O que sei de Martha Medeiros? Ainda muito pouco, mas estou a buscar e conhecer esta autora de viés feminista, mas não excêntrica. Sua linguagem traduz os desejos femininos e principalmente as possibilidades e escolhas da mulher (não mais submissa e ingênua) no sexo, no casamento, na vida cotidiana, na profissão…

Conheci a autora há pouco tempo por meio de uma amiga. Logo, ao ler o poema “Persona non grata”, percebi que tinha algo ali que me chamava a atenção, mesmo sendo homem. Nos caminhos da poesia de Medeiros, começo aqui não com o poema título deste texto mas com um outro em que termina com a epígrafe “Estou sempre de olho na outra margem do rio”. Incluído no livro de mesmo título “Persona non grata”, o poema começa: “Dos habituais comportamentos contemporâneos, optar é deles o mais desumano”. Percebe-se aí que Martha, assim como em toda sua obra, discorre sobre as escolhas, a liberdade de escolha e traduz em seus poemas uma luta engajada pela emancipação da mulher.

Percorramos os versos de “Persona non grata”. “A todos trato muito bem/ sou cordial, educada, quase sensata”. O que lhe vem à cabeça quando lê estes versos? Em mim o enunciado que repercutiu da reportagem da revista Veja com Marcela Temer “Bela, recatada e do lar”, mas aguarde pra ver. “Mas nada me dá mais prazer/ Do que ser persona non grata”. A mulher pode sentir prazer? Há bem pouco tempo, não. Com a pílula anticoncepcional, o sexo se desvinculou de vez do “único” objetivo – procriação – e a mulher sente sim prazer, das mais variadas formas, a sexualidade é pra ser trabalhada, pensada, ressignificada. “Expulsa do paraíso/ uma mulher sem juízo, que não se comove com nada”. Vem aí o discurso bíblico. Eva é duramente criticada. É a mulher que faz Adão comer o fruto proibido. Não poderia ter sido o contrário?. Não é tantas vezes o homem que proíbe a mulher de ser Mulher? Não é o machismo de nossa sociedade que segrega a mulher a um lugar escondido, que lhe dá os menores salários, que a coloca como culpada em casos de estupros por que estava usando uma roupa, digamos, um pouco mais sensual?

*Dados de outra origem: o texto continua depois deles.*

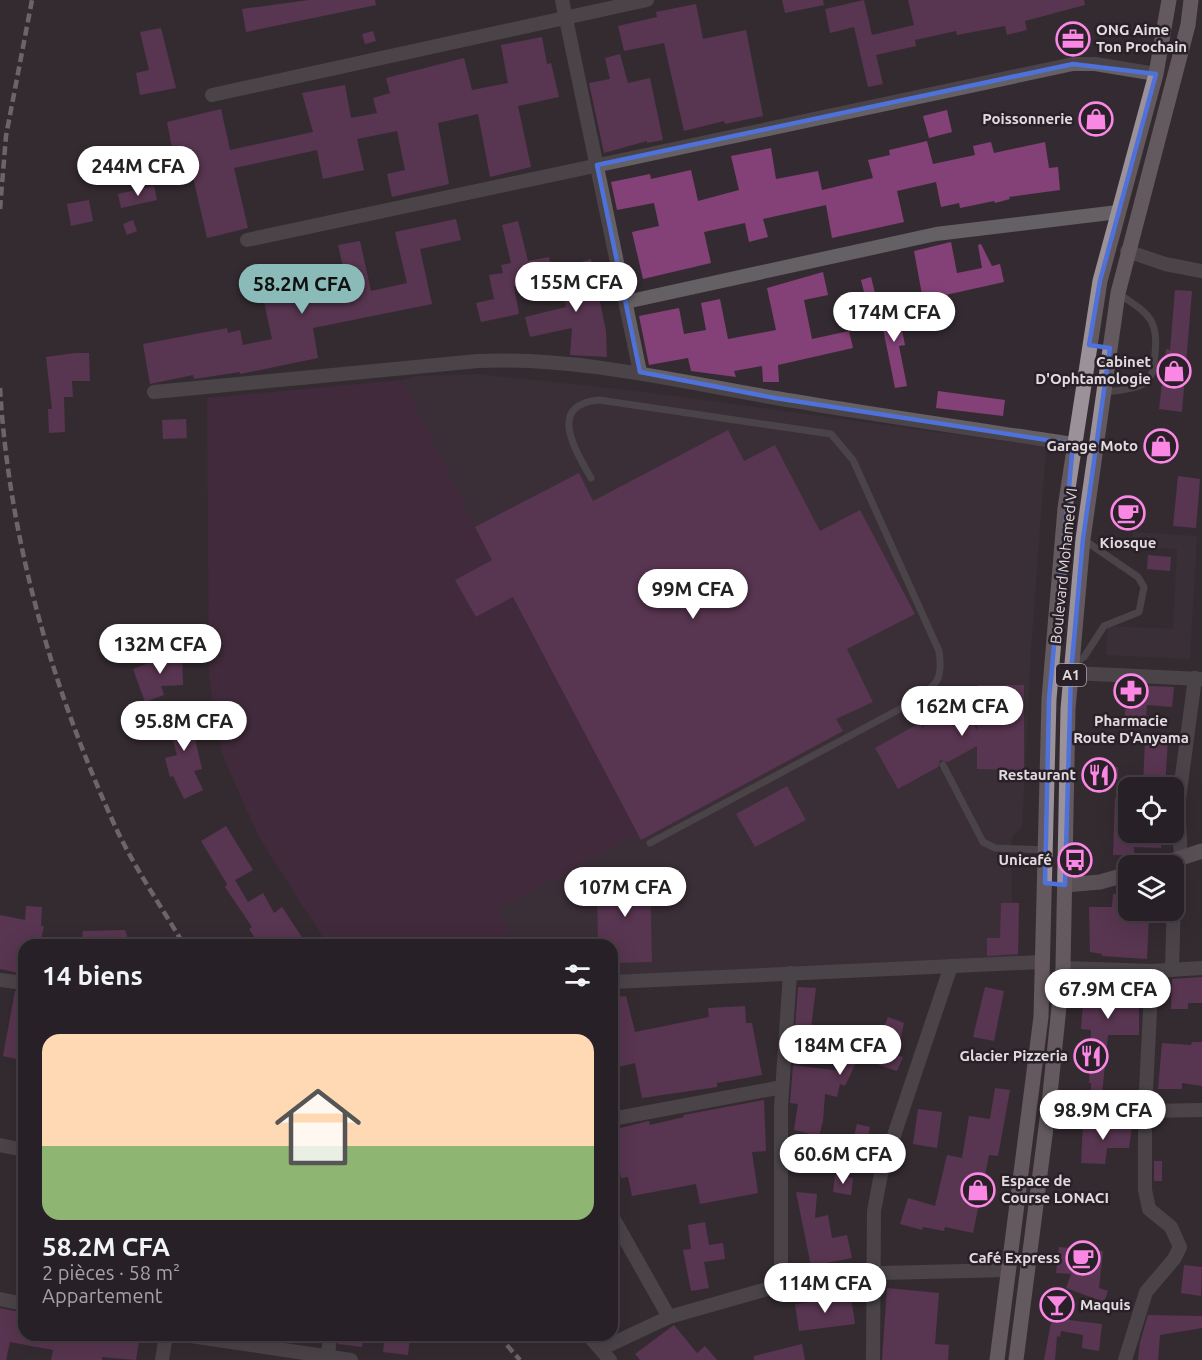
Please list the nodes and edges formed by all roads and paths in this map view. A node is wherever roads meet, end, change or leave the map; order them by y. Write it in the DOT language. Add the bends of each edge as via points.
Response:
graph roads {
  1 [pos="562,0"];
  2 [pos="647,0"];
  3 [pos="1169,0"];
  4 [pos="1191,0"];
  5 [pos="566,19"];
  6 [pos="1156,75"];
  7 [pos="212,95"];
  8 [pos="597,165"];
  9 [pos="1118,212"];
  10 [pos="247,240"];
  11 [pos="1127,251"];
  12 [pos="1202,272"];
  13 [pos="1118,293"];
  14 [pos="626,302"];
  15 [pos="1089,345"];
  16 [pos="1110,348"];
  17 [pos="640,372"];
  18 [pos="154,392"];
  19 [pos="1103,393"];
  20 [pos="1073,444"];
  21 [pos="591,478"];
  22 [pos="1083,539"];
  23 [pos="1071,669"];
  24 [pos="1199,678"];
  25 [pos="910,703"];
  26 [pos="921,722"];
  27 [pos="943,765"];
  28 [pos="650,843"];
  29 [pos="1045,850"];
  30 [pos="1202,851"];
  31 [pos="1178,855"];
  32 [pos="1184,857"];
  33 [pos="1118,877"];
  34 [pos="1045,883"];
  35 [pos="1065,885"];
  36 [pos="1175,921"];
  37 [pos="1042,962"];
  38 [pos="951,966"];
  39 [pos="1063,968"];
  40 [pos="1202,968"];
  41 [pos="1172,970"];
  42 [pos="1152,971"];
  43 [pos="790,973"];
  44 [pos="0,980"];
  45 [pos="18,982"];
  46 [pos="618,982"];
  47 [pos="782,1087"];
  48 [pos="1049,1104"];
  49 [pos="1202,1110"];
  50 [pos="1145,1111"];
  51 [pos="618,1118"];
  52 [pos="0,1145"];
  53 [pos="18,1149"];
  54 [pos="618,1227"];
  55 [pos="1008,1270"];
  56 [pos="873,1274"];
  57 [pos="781,1286"];
  58 [pos="0,1299"];
  59 [pos="18,1303"];
  60 [pos="669,1317"];
  61 [pos="165,1341"];
  62 [pos="225,1341"];
  63 [pos="329,1341"];
  64 [pos="594,1341"];
  65 [pos="601,1349"];
  66 [pos="328,1356"];
  67 [pos="162,1360"];
  68 [pos="351,1360"];
  69 [pos="610,1360"];
  70 [pos="873,1360"];
  71 [pos="997,1360"];
  72 [pos="1016,1360"];
  73 [pos="1125,1360"];
  1 -- 5 [label="street"];
  2 -- 5 [label="street"];
  3 -- 6 [label="main road, Boulevard Mohamed VI / A1"];
  4 -- 11 [label="main road, Boulevard Mohamed VI / A1" via="1188,25"];
  5 -- 7 [label="street"];
  5 -- 8 [label="street"];
  6 -- 8 [label="street" via="1072,64"];
  6 -- 9 [label="main road, Boulevard Mohamed VI / A1"];
  8 -- 10 [label="street"];
  8 -- 14 [label="street"];
  9 -- 14 [label="street" via="936,234"];
  9 -- 15 [label="main road, Boulevard Mohamed VI / A1"];
  11 -- 12 [label="street"];
  11 -- 13 [label="main road, Boulevard Mohamed VI / A1"];
  13 -- 16 [label="main road, Boulevard Mohamed VI / A1"];
  13 -- 19 [label="lane" via="1154,322 1154,369 1140,385"];
  14 -- 17 [label="street"];
  15 -- 16 [label="main road"];
  15 -- 20 [label="main road, Boulevard Mohamed VI / A1"];
  16 -- 19 [label="main road, Boulevard Mohamed VI / A1"];
  17 -- 18 [label="street" via="525,360 478,361"];
  17 -- 20 [label="street" via="775,398"];
  19 -- 22 [label="main road, Boulevard Mohamed VI / A1"];
  20 -- 29 [label="main road, Boulevard Mohamed VI / A1" via="1049,699"];
  21 -- 25 [label="lane" via="568,431 573,412 583,402 599,400 831,434 853,460 939,651 942,668 938,683"];
  22 -- 23 [label="main road, Boulevard Mohamed VI / A1"];
  22 -- 23 [label="lane" via="1132,573 1144,587 1139,612 1104,626 1084,657"];
  23 -- 24 [label="street"];
  23 -- 35 [label="main road, Boulevard Mohamed VI / A1"];
  24 -- 31 [label="street" via="1178,806"];
  25 -- 26 [label="lane"];
  25 -- 28 [label="lane"];
  27 -- 29 [label="lane" via="983,842 995,848"];
  29 -- 34 [label="main road, Boulevard Mohamed VI / A1"];
  30 -- 32 [label="street"];
  33 -- 35 [label="street"];
  34 -- 35 [label="main road"];
  34 -- 37 [label="main road, Boulevard Mohamed VI / A1"];
  35 -- 39 [label="main road, Boulevard Mohamed VI / A1"];
  36 -- 41 [label="street"];
  37 -- 38 [label="street"];
  37 -- 55 [label="main road, Boulevard Mohamed VI / A1" via="1041,1017"];
  38 -- 43 [label="street"];
  38 -- 56 [label="street" via="881,1174 874,1211"];
  39 -- 42 [label="street"];
  39 -- 48 [label="main road, Boulevard Mohamed VI / A1"];
  40 -- 41 [label="street"];
  41 -- 42 [label="street"];
  42 -- 50 [label="street"];
  43 -- 46 [label="street"];
  43 -- 47 [label="street"];
  44 -- 45 [label="street"];
  47 -- 51 [label="street"];
  47 -- 57 [label="street"];
  48 -- 50 [label="street"];
  48 -- 72 [label="main road, Boulevard Mohamed VI / A1"];
  49 -- 50 [label="street"];
  50 -- 73 [label="street" via="1144,1190 1149,1209 1171,1227 1180,1247 1146,1292"];
  52 -- 53 [label="street"];
  54 -- 60 [label="street"];
  55 -- 56 [label="street"];
  55 -- 71 [label="main road, Boulevard Mohamed VI / A1"];
  56 -- 57 [label="street"];
  56 -- 70 [label="street"];
  57 -- 60 [label="street"];
  58 -- 59 [label="street"];
  60 -- 65 [label="street"];
  61 -- 67 [label="street"];
  62 -- 66 [label="street"];
  63 -- 66 [label="street"];
  64 -- 65 [label="street"];
  65 -- 69 [label="street"];
  66 -- 68 [label="street"];
}
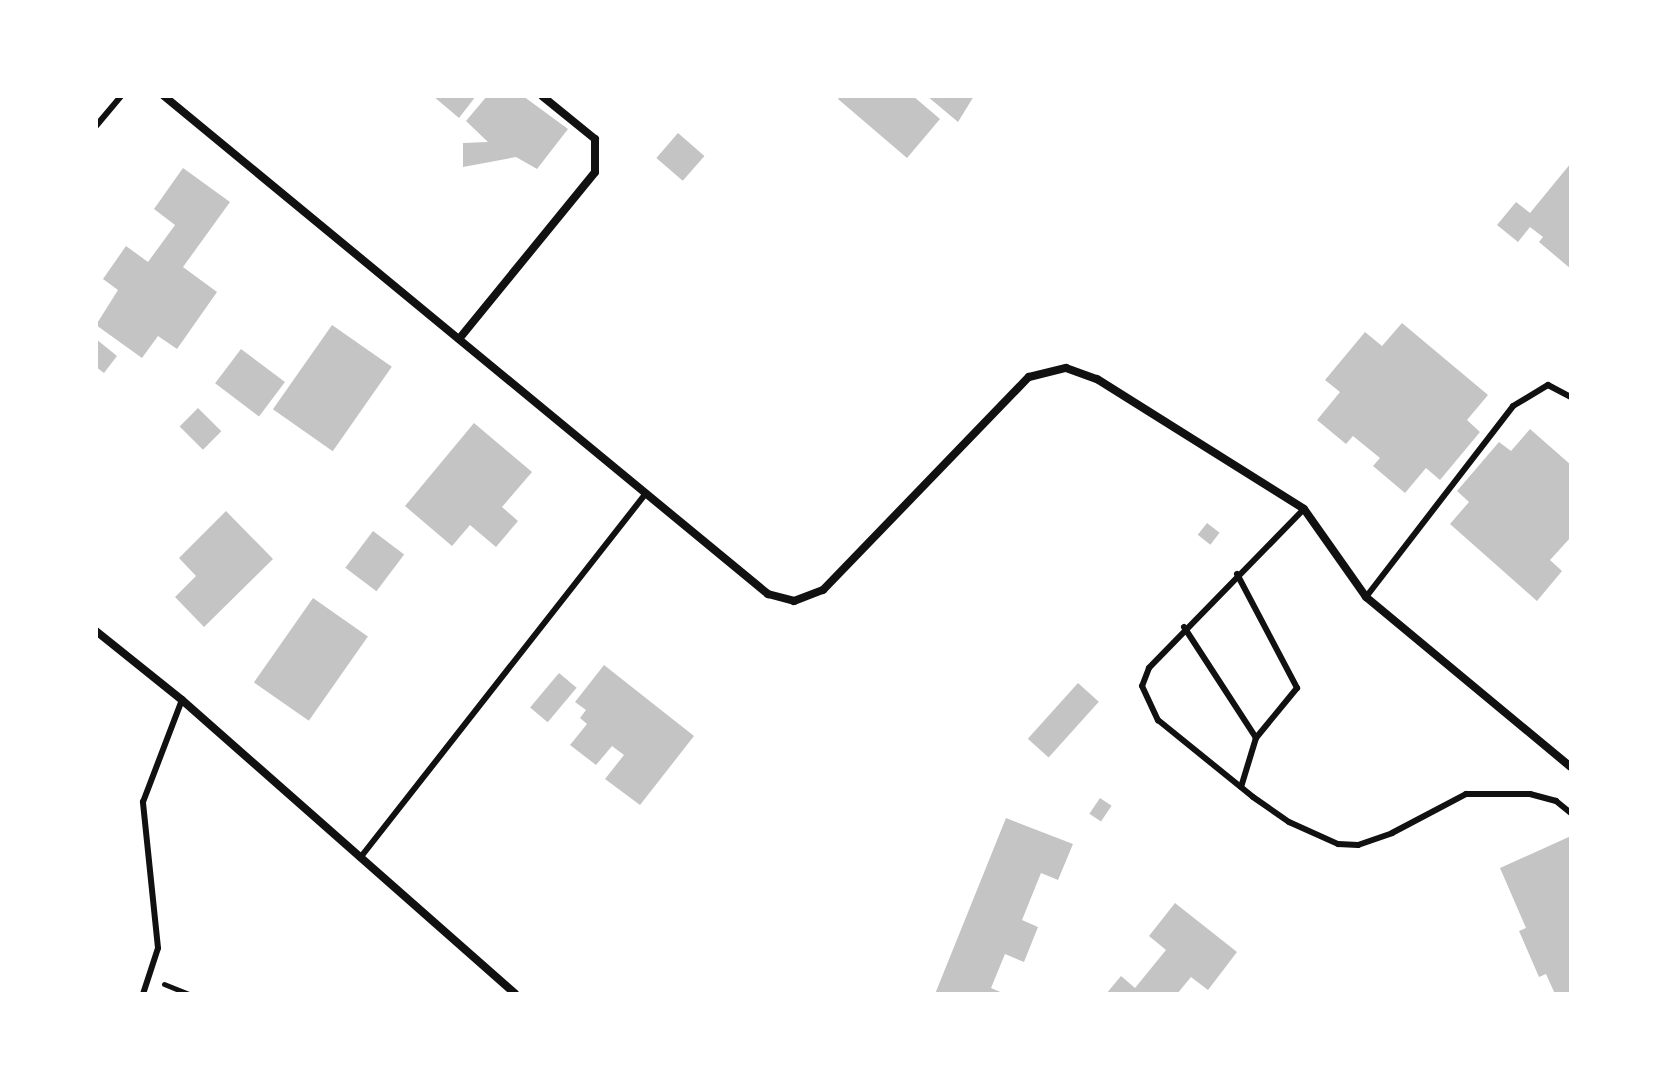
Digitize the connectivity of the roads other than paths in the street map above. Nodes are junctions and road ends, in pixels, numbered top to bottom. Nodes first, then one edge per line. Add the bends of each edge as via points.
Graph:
1 (121, 96) edge
2 (164, 96) edge
3 (542, 96) edge
4 (96, 126) edge
5 (459, 339) junction
6 (1571, 397) edge
7 (645, 495) junction
8 (1304, 509) junction
9 (1237, 574) junction
10 (1366, 597) junction
11 (1184, 627) junction
12 (96, 631) edge
13 (182, 700) junction
14 (1256, 738) junction
15 (1571, 767) edge
16 (1241, 787) junction
17 (1571, 813) edge
18 (360, 858) junction
19 (143, 994) edge
20 (515, 994) edge

1 - 4 lane
2 - 5 street
3 - 5 street via 595,139 595,172
5 - 7 street
6 - 10 lane via 1548,385 1513,406
7 - 8 street via 768,594 794,601 823,590 1029,377 1066,368 1097,379
7 - 18 lane
8 - 9 lane
8 - 10 street
9 - 11 lane
9 - 14 lane via 1279,659 1297,682 1294,694
10 - 15 street
11 - 14 lane
11 - 16 lane via 1149,668 1142,686 1147,701 1158,720
12 - 13 street
13 - 18 street
13 - 19 lane via 143,802 158,948
14 - 16 lane
16 - 17 lane via 1289,822 1338,844 1358,845 1392,833 1466,794 1530,794 1556,801
18 - 20 street

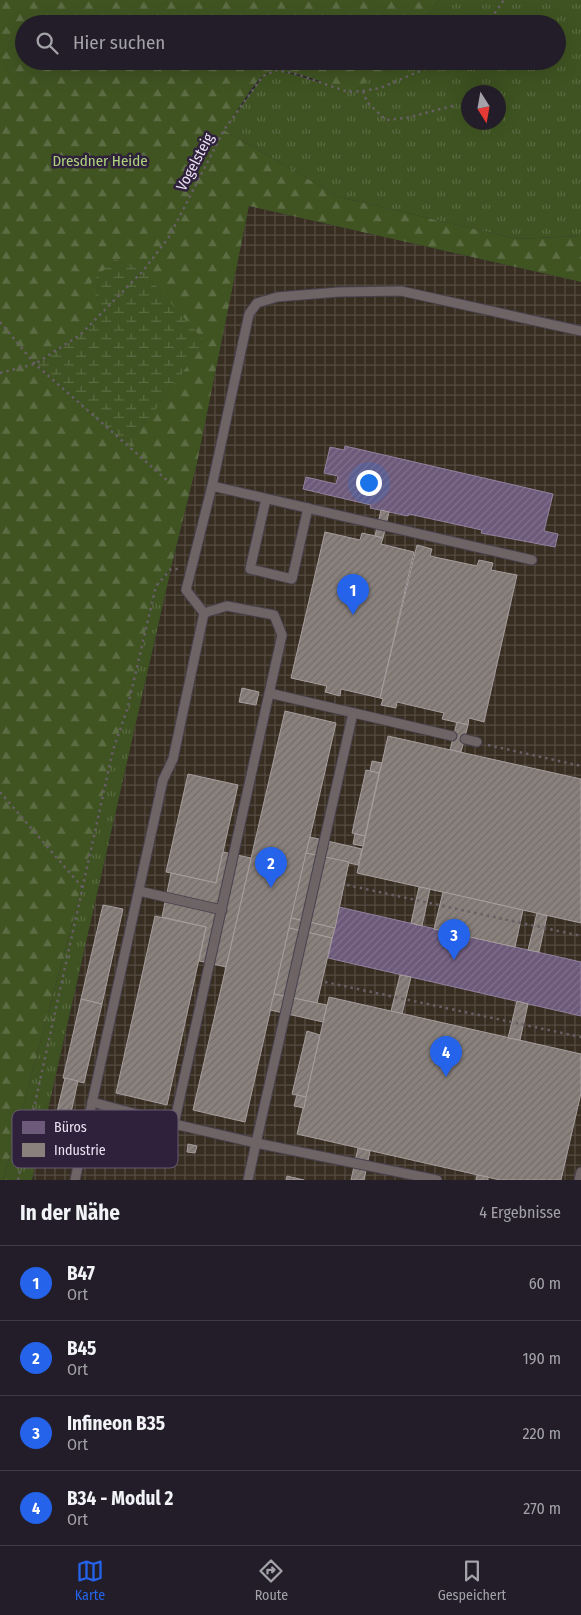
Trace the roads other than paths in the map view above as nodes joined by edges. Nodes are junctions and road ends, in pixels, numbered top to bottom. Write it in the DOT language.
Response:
graph roads {
  1 [pos="581,331"];
  2 [pos="212,486"];
  3 [pos="266,498"];
  4 [pos="308,508"];
  5 [pos="532,560"];
  6 [pos="204,612"];
  7 [pos="269,693"];
  8 [pos="353,713"];
  9 [pos="452,736"];
  10 [pos="465,739"];
  11 [pos="476,742"];
  12 [pos="139,891"];
  13 [pos="222,910"];
  14 [pos="92,1102"];
  15 [pos="90,1110"];
  16 [pos="122,1110"];
  17 [pos="177,1110"];
  18 [pos="178,1125"];
  19 [pos="256,1143"];
  20 [pos="581,1172"];
  21 [pos="248,1180"];
  22 [pos="438,1180"];
  23 [pos="579,1180"];
  1 -- 2 [label="lane"];
  2 -- 3 [label="lane"];
  2 -- 6 [label="lane"];
  3 -- 4 [label="lane"];
  3 -- 4 [label="lane"];
  4 -- 5 [label="lane"];
  6 -- 7 [label="lane"];
  6 -- 12 [label="lane"];
  7 -- 8 [label="lane"];
  7 -- 13 [label="lane"];
  8 -- 9 [label="lane"];
  8 -- 19 [label="lane"];
  10 -- 11 [label="lane"];
  12 -- 13 [label="lane"];
  12 -- 14 [label="lane"];
  13 -- 17 [label="lane"];
  14 -- 15 [label="lane"];
  14 -- 16 [label="lane"];
  18 -- 19 [label="lane"];
  19 -- 21 [label="lane"];
  19 -- 22 [label="lane"];
  20 -- 23 [label="lane"];
}
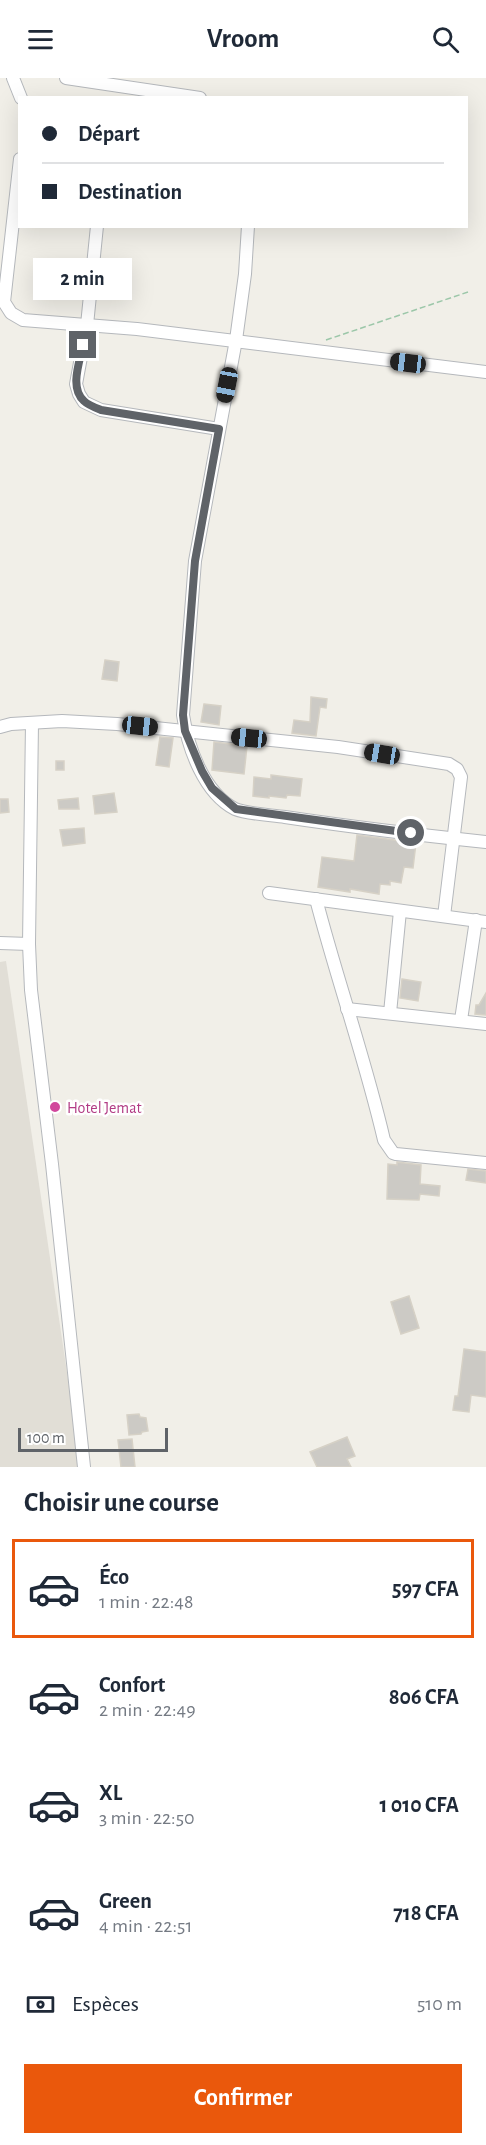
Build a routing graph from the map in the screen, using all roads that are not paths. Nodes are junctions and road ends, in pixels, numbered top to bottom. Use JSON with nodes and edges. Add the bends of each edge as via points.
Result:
{"nodes":[{"id":1,"x":13,"y":78,"type":"edge"},
{"id":2,"x":66,"y":78,"type":"edge"},
{"id":3,"x":113,"y":84,"type":"junction"},
{"id":4,"x":20,"y":96,"type":"edge"},
{"id":5,"x":111,"y":96,"type":"edge"},
{"id":6,"x":188,"y":96,"type":"edge"},
{"id":7,"x":18,"y":173,"type":"edge"},
{"id":8,"x":98,"y":228,"type":"edge"},
{"id":9,"x":248,"y":228,"type":"edge"},
{"id":10,"x":4,"y":269,"type":"edge"},
{"id":11,"x":87,"y":325,"type":"junction"},
{"id":12,"x":236,"y":340,"type":"junction"},
{"id":13,"x":486,"y":372,"type":"edge"},
{"id":14,"x":219,"y":429,"type":"junction"},
{"id":15,"x":32,"y":723,"type":"junction"},
{"id":16,"x":0,"y":727,"type":"edge"},
{"id":17,"x":185,"y":731,"type":"junction"},
{"id":18,"x":453,"y":838,"type":"junction"},
{"id":19,"x":486,"y":842,"type":"edge"},
{"id":20,"x":269,"y":893,"type":"dead end"},
{"id":21,"x":316,"y":899,"type":"junction"},
{"id":22,"x":400,"y":911,"type":"junction"},
{"id":23,"x":444,"y":916,"type":"junction"},
{"id":24,"x":481,"y":921,"type":"edge"},
{"id":25,"x":0,"y":943,"type":"edge"},
{"id":26,"x":29,"y":944,"type":"junction"},
{"id":27,"x":347,"y":1009,"type":"junction"},
{"id":28,"x":390,"y":1013,"type":"junction"},
{"id":29,"x":461,"y":1020,"type":"junction"},
{"id":30,"x":486,"y":1024,"type":"edge"},
{"id":31,"x":486,"y":1163,"type":"edge"},
{"id":32,"x":84,"y":1467,"type":"edge"}],
"edges":[{"from":1,"to":4,"type":"street"},
{"from":2,"to":3,"type":"street"},
{"from":3,"to":5,"type":"street"},
{"from":3,"to":6,"type":"street"},
{"from":7,"to":10,"type":"street"},
{"from":8,"to":11,"type":"street"},
{"from":9,"to":12,"type":"street"},
{"from":10,"to":11,"type":"street","via":[[4,302],[11,313],[23,320]]},
{"from":11,"to":12,"type":"street"},
{"from":11,"to":14,"type":"street","via":[[76,384],[84,402],[101,410]]},
{"from":12,"to":13,"type":"street"},
{"from":12,"to":14,"type":"street"},
{"from":14,"to":17,"type":"street","via":[[195,561]]},
{"from":15,"to":16,"type":"street"},
{"from":15,"to":17,"type":"street","via":[[62,721]]},
{"from":15,"to":26,"type":"street"},
{"from":17,"to":18,"type":"street","via":[[212,788],[236,809]]},
{"from":17,"to":18,"type":"street","via":[[338,747],[449,764],[461,777]]},
{"from":18,"to":19,"type":"street"},
{"from":18,"to":23,"type":"street"},
{"from":20,"to":21,"type":"street"},
{"from":21,"to":22,"type":"street"},
{"from":21,"to":27,"type":"street"},
{"from":22,"to":23,"type":"street"},
{"from":22,"to":28,"type":"street"},
{"from":23,"to":24,"type":"street"},
{"from":24,"to":29,"type":"street"},
{"from":25,"to":26,"type":"street"},
{"from":26,"to":32,"type":"street"},
{"from":27,"to":28,"type":"street"},
{"from":27,"to":31,"type":"street","via":[[384,1140],[393,1153]]},
{"from":28,"to":29,"type":"street"},
{"from":29,"to":30,"type":"street"}]}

“Cruel e refinada/ que não merece ir pro céu, uma vilã de novela”. Não merecer ir por céu, há aí uma crítica à religiosidade exagerada, ao excesso do pecado, e a tradição que coloca a mulher como necessária em ter pudor e ser comedida, o seu lugar é o céu. A vilã de novela, na maioria das vezes é mulher mesmo, e é sempre excêntrica, com os desejos mais sórdidos. “Mas bela, e até mesmo culta/ Estranha, com tantos amigos/ e amada, bem vestida e respeitada”. Como é possível a mulher ser tudo isso? Como é possível a mulher ter um dia exaustivo de trabalho, cuidar dos filhos e ainda estar bela para o marido à noite? Como é possível ser estudada, ler bons livros, ter um repertório cultural de bom nível? Às vezes ela é estranha: “hoje não quero gozar”. Às vezes nem sabe. Algumas vezes é amada, e em outras tem que estar bem vestida, por que senão… Respeitada! É o que todas desejam. Poucas são.

“Aqui entre nós/ melhor que ser boazinha é não poder ser imitada”. A identidade da mulher! Até que enfim! Quem é ela? Quem é a mulher do final do século XX e agora do século XXI. Uma mulher que não se imita. Que é única. Persona non grata. Essa expressão latina quer dizer de uma pessoa que não é bem-vinda, que causa estranhamentos. Essa é a mulher. O estranhamento de ser feliz, livre, de ter possibilidades e poder escolher! Não mais submissa ao seu marido. Não ser imitada é ser quem se é, por que se quer. Com Martha Medeiros refletimos questões complexas de um jeito leve. Leia você também. Tire suas conclusões. Para mim o poema aqui tratado é salmo para todas aquelas que querem se conhecer!